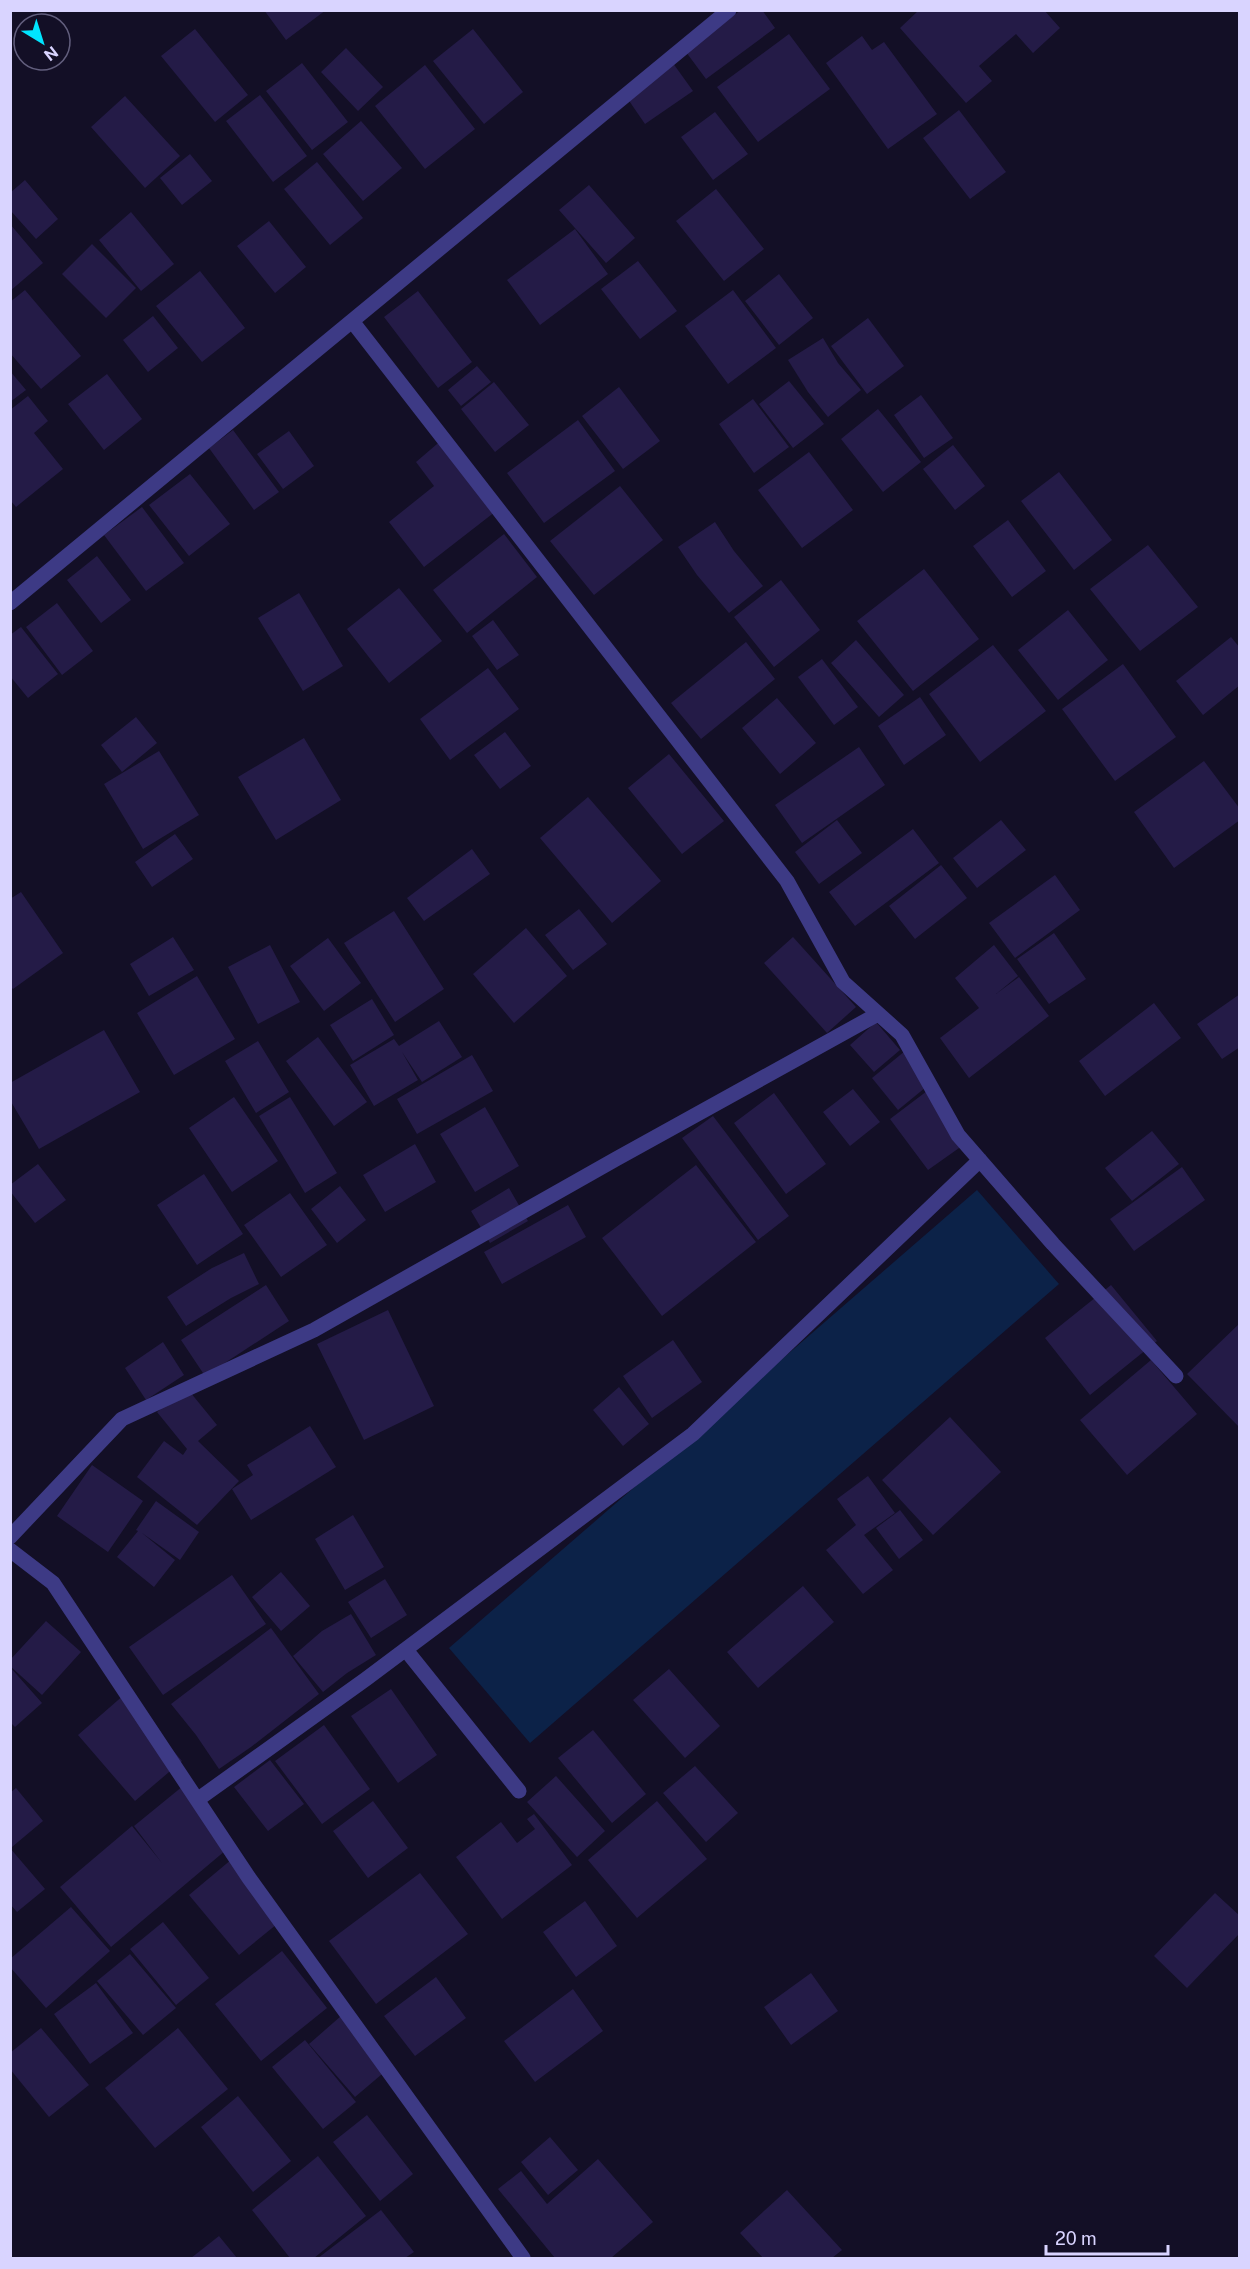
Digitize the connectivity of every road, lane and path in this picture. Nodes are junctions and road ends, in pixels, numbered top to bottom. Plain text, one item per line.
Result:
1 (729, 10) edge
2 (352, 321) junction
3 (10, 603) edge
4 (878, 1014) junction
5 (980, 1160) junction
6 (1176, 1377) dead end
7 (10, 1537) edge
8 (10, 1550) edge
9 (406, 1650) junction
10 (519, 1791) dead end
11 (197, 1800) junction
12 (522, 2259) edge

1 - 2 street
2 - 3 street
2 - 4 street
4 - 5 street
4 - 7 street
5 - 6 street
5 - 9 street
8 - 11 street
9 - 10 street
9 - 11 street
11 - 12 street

◇ ◇ ◇ ◇ ◇

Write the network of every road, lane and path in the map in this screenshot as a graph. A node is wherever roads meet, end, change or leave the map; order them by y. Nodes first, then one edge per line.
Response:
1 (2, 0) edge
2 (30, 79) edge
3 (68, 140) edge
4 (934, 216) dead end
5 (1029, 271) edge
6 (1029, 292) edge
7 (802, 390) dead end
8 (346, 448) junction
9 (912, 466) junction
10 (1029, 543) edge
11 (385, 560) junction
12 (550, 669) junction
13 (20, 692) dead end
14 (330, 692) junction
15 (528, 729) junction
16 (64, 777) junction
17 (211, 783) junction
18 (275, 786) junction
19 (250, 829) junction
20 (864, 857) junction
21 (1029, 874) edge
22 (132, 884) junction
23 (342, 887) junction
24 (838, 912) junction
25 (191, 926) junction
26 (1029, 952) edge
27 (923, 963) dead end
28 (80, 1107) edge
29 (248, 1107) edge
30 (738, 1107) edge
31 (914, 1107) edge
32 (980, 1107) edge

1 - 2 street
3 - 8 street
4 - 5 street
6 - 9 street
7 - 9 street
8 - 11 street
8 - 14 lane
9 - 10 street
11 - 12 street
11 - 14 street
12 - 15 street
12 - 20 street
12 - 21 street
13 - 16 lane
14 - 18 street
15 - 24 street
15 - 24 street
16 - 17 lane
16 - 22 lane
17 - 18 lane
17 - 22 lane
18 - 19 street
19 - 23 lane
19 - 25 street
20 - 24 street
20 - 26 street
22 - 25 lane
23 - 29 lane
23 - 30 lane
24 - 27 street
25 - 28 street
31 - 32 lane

◇ ◇ ◇ ◇ ◇

Could you copy each line in the listing above that includes the word "road"?

Digitize the connectivity of every road, lane and path in this picture. Nodes are junctions and road ends, in pixels, numbered top to bottom. Plain text, one item per line.
Write the network of every road, lane and path in the map in this screenshot as a graph. A node is wherever roads meet, end, change or leave the map; order them by y. Nodes first, then one edge per line.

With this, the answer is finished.